Anand Kotriwal, Aparajita Pandey, Charu Jain and Yupeng Fu from Uber's Search Platform and Data engineering team elaborated on the upgrade effort in a blog post. Uber’s search platform is built on a solid architecture that includes both a serving layer (read path) and an ingestion layer (write path), along with components for offline processing.
The serving layer handles user queries and retrieves information from Lucene indices. It consists of two main parts: the Routing Service, which directs incoming queries to the appropriate search nodes and manages load balancing, and the Search Service, which executes queries against Lucene indices to retrieve results in real-time.
The ingestion layer updates Lucene indices when there are changes in the data. The Ingestion Service, powered by Apache Flink, processes real-time updates to ensure the search indices remain up-to-date.

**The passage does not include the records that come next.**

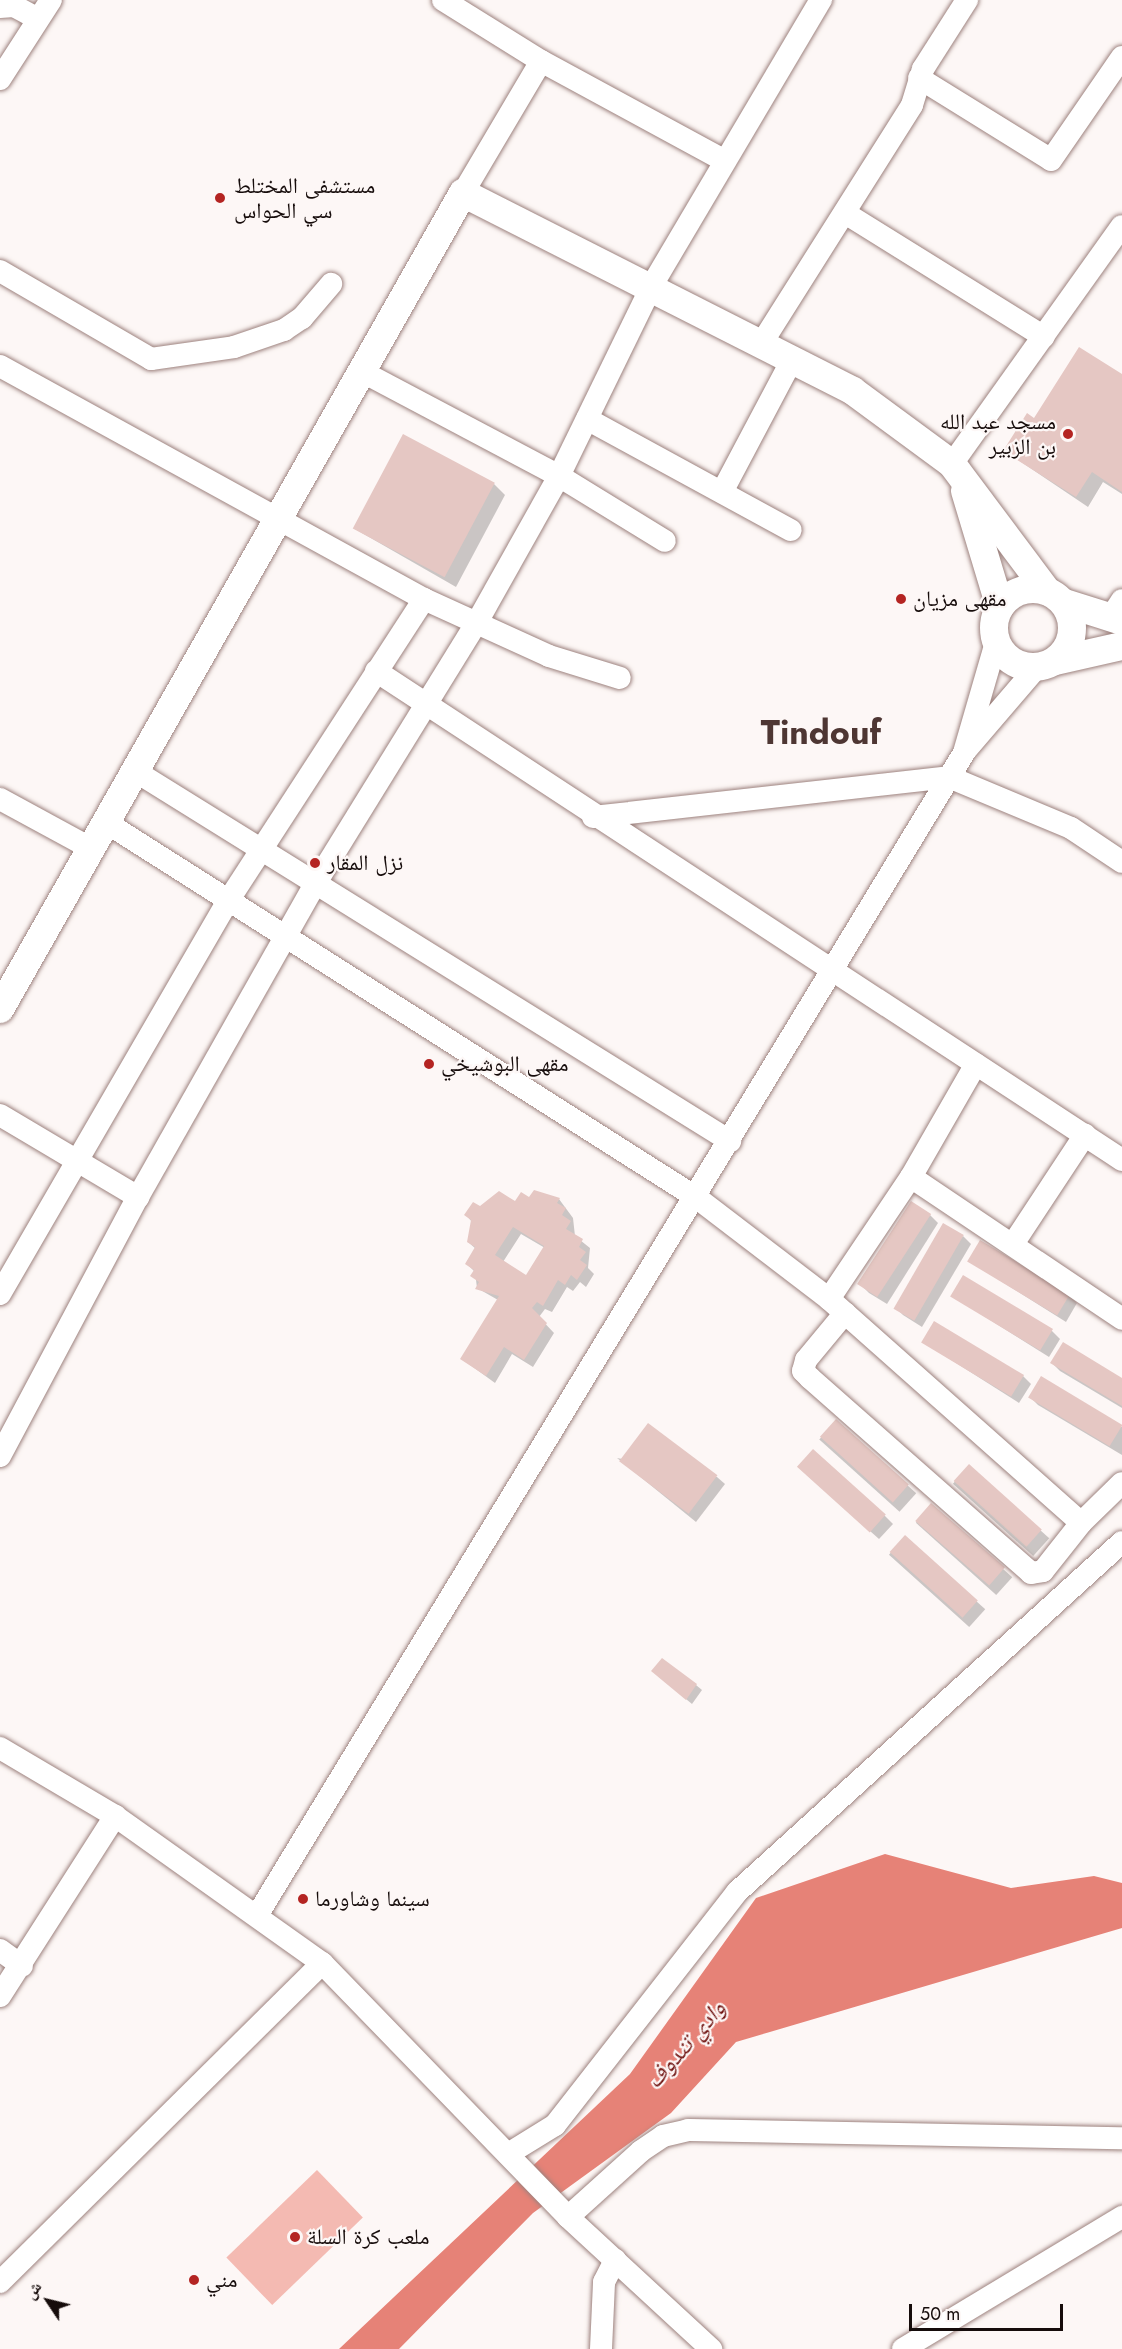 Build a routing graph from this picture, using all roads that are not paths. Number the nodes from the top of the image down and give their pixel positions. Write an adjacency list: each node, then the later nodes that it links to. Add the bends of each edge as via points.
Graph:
1 (51, 0): 6 (street)
2 (444, 0): 8 (street)
3 (821, 0): 11 (street)
4 (967, 0): 9 (street)
5 (0, 7): 6 (street, via 14,6)
6 (38, 19): 10 (street)
7 (1122, 57): 9 (street, via 1051,160)
8 (541, 61): 11 (street); 12 (street)
9 (919, 78): 13 (street, via 912,105)
10 (0, 80)
11 (725, 161): 17 (street)
12 (463, 194): 17 (main road); 22 (main road)
13 (845, 213): 18 (street); 19 (street)
14 (1122, 226): 18 (street)
15 (0, 271): 16 (street, via 151,359 234,347 284,330 302,318)
16 (331, 284)
17 (651, 287): 19 (main road); 23 (street)
18 (1044, 337): 24 (street)
19 (763, 341): 20 (main road)
20 (793, 358): 24 (main road, via 853,391); 26 (street)
21 (0, 366): 27 (street)
22 (361, 371): 25 (street); 27 (main road)
23 (587, 419): 25 (street); 26 (street)
24 (956, 470): 30 (main road); 32 (main road)
25 (559, 476): 29 (street); 34 (street)
26 (722, 492): 28 (street)
27 (277, 521): 31 (street); 42 (main road)
28 (791, 530)
29 (664, 541)
30 (1056, 597): 32 (main road, via 1026,589); 33 (main road); 37 (main road, via 1071,640)
31 (424, 599): 34 (street); 38 (street)
32 (1000, 607): 35 (main road)
33 (1118, 613)
34 (476, 624): 39 (street); 40 (street)
35 (996, 642): 37 (main road, via 1012,662); 41 (street)
36 (1122, 646): 37 (main road)
37 (1046, 664): 41 (street)
38 (376, 671): 40 (street); 47 (street)
39 (620, 678)
40 (429, 704): 45 (street); 50 (street)
41 (964, 751): 43 (street)
42 (135, 771): 46 (main road); 47 (street)
43 (949, 777): 45 (street); 49 (street, via 1071,828); 53 (street)
44 (0, 799): 48 (street)
45 (593, 817): 53 (street)
46 (107, 823): 48 (main road); 51 (street)
47 (261, 847): 50 (street); 51 (street)
48 (92, 849): 54 (main road)
49 (1122, 862)
50 (318, 881): 52 (street); 58 (street)
51 (228, 900): 52 (street); 59 (street)
52 (285, 937): 62 (street); 63 (street)
53 (831, 970): 55 (street); 58 (street)
54 (0, 1009)
55 (976, 1064): 57 (street); 61 (street)
56 (0, 1115): 59 (street)
57 (1085, 1135): 60 (street); 64 (street)
58 (730, 1141): 63 (street)
59 (78, 1159): 62 (street); 65 (street)
60 (1122, 1160)
61 (911, 1177): 64 (street); 66 (street)
62 (138, 1197): 68 (street)
63 (697, 1198): 66 (street); 74 (street)
64 (1013, 1244): 67 (street)
65 (0, 1294)
66 (837, 1306): 70 (street); 70 (street, via 806,1360 803,1371 810,1378 1031,1573 1042,1571)
67 (1122, 1319)
68 (0, 1456)
69 (1122, 1484): 70 (street)
70 (1081, 1523)
71 (1122, 1542): 80 (street, via 736,1892 555,2126)
72 (0, 1748): 73 (street)
73 (116, 1816): 74 (street); 77 (street)
74 (258, 1914): 76 (street)
75 (0, 1950): 77 (street)
76 (322, 1964): 80 (street); 84 (street)
77 (22, 1966): 78 (street)
78 (0, 1996)
79 (1122, 2138): 81 (street, via 688,2130 663,2136 641,2151)
80 (508, 2154): 81 (street)
81 (568, 2217): 83 (street)
82 (1122, 2217): 87 (street)
83 (615, 2260): 85 (street, via 604,2282); 86 (street)
84 (0, 2282)
85 (600, 2349)
86 (711, 2349)
87 (903, 2349)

For offline processing, Uber uses Offline Jobs. These are Apache Spark jobs that handle bulk index creation and reconstruction, efficiently processing large volumes of data to build or rebuild Lucene indices.
Source: Lucene: Uber’s Search Platform Version Upgrade
The engineering team made changes in a separate feature branch, affecting over 400 files in the monorepo, which were incompatible with the current codebase. To manage this, the team opted for a phased rollout of the Lucene update. They began by deploying it to lower-priority internal use cases and gradually expanded to higher tiers.
The entire process took around six months, involving thorough code reviews, validations, collaboration with customer teams, and a tiered rollout before merging the branch.
Apache Lucene is a Java-based search engine library. It supports various search needs, including structured and full-text search, faceting, nearest-neighbor searches, spell correction, and query suggestions. They also have a sub-project PyLucene, which provides Python bindings for Lucene Core.
Recently they have released version 10, that adds a new IndexInput
prefetch API, support for sparse indexing on doc values, and upgraded Snowball dictionaries resulting in improved tokenization.
The upgrade has improved Uber's search speed and efficiency. Searches run faster and use less resources, which means quicker results for app users. The team has reported some searches are now up to 30% faster than before. This speed boost affects both riders and drivers using the app.
Another benefit of this upgrade is its impact on Uber's infrastructure. Uber's search requests rely heavily on CPU power, so lowering CPU usage is critical. This reduction helps cut infrastructure costs and allows Uber to reduce the number of machines needed to serve multiple customers.
Uber's Lucene version upgrade underscores the importance of keeping core technologies up-to-date in large-scale, technology-driven operations.